### DESCRIPTION OF THE TASK
Search the listing for the string "Duke" and copy every line that contains it.
BEGIN DATA TO USE
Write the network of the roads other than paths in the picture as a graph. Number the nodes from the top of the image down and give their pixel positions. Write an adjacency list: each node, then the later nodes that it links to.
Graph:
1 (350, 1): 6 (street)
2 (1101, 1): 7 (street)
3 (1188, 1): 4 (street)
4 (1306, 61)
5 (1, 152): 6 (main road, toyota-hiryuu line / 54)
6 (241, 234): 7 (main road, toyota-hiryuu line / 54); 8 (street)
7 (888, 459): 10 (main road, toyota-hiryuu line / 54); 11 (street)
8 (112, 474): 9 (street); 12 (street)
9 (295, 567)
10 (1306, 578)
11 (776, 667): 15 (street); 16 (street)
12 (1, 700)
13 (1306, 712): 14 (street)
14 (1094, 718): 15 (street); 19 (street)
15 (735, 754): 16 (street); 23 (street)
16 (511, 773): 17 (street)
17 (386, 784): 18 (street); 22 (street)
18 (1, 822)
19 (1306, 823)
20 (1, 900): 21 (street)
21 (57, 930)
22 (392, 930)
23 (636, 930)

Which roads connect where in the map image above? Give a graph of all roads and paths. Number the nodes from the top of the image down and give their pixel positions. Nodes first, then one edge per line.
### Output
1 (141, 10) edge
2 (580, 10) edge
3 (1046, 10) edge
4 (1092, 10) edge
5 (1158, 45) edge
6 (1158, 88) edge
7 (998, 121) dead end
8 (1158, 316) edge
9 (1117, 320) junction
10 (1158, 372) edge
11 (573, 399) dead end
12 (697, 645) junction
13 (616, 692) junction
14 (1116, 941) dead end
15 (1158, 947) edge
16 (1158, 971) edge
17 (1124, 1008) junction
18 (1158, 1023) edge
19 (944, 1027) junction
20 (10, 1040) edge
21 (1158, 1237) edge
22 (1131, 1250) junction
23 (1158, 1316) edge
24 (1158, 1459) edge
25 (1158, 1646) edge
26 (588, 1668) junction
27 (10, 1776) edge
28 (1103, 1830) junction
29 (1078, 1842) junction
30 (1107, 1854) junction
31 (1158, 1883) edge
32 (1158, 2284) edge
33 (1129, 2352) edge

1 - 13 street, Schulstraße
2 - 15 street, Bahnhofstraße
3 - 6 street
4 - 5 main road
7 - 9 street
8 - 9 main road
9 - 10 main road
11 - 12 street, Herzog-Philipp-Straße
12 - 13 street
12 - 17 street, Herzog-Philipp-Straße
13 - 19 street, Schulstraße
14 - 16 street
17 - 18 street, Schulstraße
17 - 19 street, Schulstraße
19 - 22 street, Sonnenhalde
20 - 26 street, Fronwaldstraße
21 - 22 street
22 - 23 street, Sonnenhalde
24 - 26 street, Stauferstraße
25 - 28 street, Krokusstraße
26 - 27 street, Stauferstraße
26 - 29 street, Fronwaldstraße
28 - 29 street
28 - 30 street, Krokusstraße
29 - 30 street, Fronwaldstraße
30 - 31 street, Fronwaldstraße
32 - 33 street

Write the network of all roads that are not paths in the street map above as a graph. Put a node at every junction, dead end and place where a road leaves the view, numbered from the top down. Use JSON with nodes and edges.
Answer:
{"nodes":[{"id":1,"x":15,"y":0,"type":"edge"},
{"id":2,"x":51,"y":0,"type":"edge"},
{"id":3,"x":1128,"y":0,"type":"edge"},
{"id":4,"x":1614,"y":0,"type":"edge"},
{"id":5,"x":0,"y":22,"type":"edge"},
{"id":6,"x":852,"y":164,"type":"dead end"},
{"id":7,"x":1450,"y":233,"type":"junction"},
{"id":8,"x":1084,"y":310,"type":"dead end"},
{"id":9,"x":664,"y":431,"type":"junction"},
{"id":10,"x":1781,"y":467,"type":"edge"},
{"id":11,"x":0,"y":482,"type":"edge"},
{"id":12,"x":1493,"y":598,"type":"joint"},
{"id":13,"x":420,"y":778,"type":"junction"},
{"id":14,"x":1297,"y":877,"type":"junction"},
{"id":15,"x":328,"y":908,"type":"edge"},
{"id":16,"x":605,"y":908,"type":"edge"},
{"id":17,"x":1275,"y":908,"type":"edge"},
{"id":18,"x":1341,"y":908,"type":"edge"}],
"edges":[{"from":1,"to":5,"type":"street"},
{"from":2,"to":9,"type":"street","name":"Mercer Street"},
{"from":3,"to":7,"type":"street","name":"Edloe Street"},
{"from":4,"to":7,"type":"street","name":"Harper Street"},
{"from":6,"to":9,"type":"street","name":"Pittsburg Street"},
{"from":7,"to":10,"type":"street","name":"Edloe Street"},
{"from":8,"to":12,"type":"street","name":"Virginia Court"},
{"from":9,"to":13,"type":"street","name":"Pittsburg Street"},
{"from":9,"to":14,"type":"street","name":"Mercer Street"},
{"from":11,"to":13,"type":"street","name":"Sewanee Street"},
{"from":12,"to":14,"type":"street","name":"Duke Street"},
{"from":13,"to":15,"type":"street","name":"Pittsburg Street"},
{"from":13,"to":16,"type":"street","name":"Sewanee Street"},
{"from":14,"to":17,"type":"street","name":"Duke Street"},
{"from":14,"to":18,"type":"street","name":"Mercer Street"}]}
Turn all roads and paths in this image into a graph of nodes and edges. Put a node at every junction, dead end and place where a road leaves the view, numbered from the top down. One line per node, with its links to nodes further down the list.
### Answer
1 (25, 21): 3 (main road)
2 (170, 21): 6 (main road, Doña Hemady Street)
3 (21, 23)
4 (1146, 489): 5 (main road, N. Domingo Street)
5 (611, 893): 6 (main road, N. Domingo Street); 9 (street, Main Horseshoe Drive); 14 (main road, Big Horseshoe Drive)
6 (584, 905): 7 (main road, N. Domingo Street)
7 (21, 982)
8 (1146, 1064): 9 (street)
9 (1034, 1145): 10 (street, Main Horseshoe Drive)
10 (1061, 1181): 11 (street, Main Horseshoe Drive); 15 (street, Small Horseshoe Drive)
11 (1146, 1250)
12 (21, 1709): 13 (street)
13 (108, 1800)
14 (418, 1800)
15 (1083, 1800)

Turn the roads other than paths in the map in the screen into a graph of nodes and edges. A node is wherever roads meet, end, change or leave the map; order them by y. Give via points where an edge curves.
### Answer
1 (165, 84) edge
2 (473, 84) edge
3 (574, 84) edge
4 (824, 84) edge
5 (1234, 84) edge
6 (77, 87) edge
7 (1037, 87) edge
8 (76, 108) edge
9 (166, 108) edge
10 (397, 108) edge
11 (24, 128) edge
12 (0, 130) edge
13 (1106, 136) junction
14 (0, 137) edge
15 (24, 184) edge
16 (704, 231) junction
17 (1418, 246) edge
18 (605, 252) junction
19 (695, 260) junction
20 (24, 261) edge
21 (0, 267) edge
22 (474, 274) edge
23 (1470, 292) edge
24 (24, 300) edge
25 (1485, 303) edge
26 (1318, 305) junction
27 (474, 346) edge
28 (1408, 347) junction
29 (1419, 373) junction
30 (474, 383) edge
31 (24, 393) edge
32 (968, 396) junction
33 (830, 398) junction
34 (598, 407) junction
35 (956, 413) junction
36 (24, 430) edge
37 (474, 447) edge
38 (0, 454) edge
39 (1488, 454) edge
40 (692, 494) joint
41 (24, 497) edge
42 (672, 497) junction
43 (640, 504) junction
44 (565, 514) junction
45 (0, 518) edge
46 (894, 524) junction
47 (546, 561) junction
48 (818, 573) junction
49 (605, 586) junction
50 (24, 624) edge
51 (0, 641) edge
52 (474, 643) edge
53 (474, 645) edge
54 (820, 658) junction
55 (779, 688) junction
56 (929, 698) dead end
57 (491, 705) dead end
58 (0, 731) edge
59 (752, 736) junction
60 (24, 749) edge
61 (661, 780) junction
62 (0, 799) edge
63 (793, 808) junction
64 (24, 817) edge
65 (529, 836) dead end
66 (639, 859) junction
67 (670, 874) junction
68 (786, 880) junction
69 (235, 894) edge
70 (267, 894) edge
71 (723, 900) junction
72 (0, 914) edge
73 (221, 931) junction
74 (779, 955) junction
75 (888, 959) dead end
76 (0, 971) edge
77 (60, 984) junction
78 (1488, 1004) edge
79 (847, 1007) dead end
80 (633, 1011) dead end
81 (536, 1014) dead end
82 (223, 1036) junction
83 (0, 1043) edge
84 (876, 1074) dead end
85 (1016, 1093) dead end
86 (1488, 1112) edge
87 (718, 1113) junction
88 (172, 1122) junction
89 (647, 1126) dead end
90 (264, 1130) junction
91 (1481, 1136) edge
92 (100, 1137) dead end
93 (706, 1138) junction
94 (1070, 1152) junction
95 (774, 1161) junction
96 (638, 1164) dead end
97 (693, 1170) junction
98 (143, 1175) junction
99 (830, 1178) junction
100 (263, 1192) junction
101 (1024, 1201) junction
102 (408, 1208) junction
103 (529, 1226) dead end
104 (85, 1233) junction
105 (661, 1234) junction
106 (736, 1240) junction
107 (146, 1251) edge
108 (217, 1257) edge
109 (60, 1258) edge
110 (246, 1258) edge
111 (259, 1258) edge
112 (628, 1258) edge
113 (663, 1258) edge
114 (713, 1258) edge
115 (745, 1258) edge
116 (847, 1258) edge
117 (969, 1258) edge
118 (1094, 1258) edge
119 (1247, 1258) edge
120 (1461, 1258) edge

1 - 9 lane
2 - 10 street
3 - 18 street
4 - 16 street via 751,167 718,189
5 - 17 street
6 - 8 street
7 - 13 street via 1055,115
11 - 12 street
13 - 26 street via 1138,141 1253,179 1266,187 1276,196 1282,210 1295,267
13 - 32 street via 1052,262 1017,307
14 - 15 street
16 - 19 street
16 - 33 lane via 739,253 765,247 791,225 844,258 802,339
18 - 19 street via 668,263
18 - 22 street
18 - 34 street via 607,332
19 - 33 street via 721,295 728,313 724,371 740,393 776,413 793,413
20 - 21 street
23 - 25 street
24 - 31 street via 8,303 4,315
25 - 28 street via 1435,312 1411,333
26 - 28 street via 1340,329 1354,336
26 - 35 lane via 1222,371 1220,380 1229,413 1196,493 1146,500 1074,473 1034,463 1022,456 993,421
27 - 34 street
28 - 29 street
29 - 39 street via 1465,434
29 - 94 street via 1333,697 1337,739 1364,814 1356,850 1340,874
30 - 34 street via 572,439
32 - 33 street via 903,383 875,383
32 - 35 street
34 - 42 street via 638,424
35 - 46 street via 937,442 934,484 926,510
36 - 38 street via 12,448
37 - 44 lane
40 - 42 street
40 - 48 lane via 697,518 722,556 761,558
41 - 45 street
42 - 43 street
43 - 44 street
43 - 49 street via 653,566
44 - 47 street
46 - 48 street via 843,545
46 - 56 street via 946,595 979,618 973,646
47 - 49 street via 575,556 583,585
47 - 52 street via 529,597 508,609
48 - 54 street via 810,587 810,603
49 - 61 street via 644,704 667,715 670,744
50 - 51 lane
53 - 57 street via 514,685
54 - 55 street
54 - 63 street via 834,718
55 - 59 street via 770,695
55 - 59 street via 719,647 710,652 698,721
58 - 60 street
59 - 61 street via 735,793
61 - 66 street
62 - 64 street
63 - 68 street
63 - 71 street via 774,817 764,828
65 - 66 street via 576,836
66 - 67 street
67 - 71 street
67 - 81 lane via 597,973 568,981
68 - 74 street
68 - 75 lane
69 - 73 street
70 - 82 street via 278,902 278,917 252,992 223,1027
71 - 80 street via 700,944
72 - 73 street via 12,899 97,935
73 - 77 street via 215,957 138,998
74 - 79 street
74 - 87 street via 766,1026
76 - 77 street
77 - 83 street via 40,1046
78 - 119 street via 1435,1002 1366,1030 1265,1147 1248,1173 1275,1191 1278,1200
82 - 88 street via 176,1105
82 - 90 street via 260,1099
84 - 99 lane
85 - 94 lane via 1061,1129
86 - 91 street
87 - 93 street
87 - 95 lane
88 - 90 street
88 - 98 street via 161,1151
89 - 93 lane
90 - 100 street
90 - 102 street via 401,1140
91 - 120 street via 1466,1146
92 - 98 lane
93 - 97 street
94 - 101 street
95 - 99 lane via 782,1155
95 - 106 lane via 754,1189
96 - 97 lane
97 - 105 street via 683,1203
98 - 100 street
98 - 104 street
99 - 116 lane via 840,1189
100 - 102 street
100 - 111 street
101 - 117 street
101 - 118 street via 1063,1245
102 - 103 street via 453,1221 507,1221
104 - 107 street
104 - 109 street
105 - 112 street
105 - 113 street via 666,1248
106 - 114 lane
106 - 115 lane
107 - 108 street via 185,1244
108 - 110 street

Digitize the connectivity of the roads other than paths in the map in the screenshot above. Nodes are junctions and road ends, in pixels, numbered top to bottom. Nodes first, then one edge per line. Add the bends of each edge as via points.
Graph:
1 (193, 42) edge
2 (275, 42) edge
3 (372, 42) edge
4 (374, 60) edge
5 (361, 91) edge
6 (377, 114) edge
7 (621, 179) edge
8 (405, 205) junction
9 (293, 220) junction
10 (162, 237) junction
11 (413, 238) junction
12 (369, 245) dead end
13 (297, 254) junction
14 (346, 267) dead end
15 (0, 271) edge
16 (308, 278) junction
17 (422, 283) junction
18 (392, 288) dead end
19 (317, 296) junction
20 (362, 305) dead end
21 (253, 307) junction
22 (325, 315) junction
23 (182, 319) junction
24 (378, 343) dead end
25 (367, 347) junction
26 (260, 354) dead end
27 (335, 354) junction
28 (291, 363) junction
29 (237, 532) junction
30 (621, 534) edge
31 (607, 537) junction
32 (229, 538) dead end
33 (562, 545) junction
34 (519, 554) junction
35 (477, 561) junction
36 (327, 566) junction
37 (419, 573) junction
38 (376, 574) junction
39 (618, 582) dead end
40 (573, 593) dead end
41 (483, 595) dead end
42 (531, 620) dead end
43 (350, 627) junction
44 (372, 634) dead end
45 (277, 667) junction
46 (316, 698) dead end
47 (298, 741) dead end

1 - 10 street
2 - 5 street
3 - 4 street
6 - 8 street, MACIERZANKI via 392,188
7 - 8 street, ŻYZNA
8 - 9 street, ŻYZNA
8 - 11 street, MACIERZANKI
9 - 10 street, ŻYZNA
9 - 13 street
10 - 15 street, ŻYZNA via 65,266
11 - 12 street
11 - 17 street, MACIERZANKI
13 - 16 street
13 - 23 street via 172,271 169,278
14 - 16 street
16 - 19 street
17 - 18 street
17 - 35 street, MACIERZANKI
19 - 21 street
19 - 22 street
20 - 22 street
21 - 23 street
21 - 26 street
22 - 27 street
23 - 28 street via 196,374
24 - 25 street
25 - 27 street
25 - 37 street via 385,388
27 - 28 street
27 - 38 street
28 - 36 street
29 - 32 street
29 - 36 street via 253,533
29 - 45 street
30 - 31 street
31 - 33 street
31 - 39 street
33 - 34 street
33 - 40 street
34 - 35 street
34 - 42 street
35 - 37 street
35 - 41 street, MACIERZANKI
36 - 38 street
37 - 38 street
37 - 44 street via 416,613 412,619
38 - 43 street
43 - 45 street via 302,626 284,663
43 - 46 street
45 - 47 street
END DATA TO USE
### YOUR SOLUTION
{"from":12,"to":14,"type":"street","name":"Duke Street"},
{"from":14,"to":17,"type":"street","name":"Duke Street"},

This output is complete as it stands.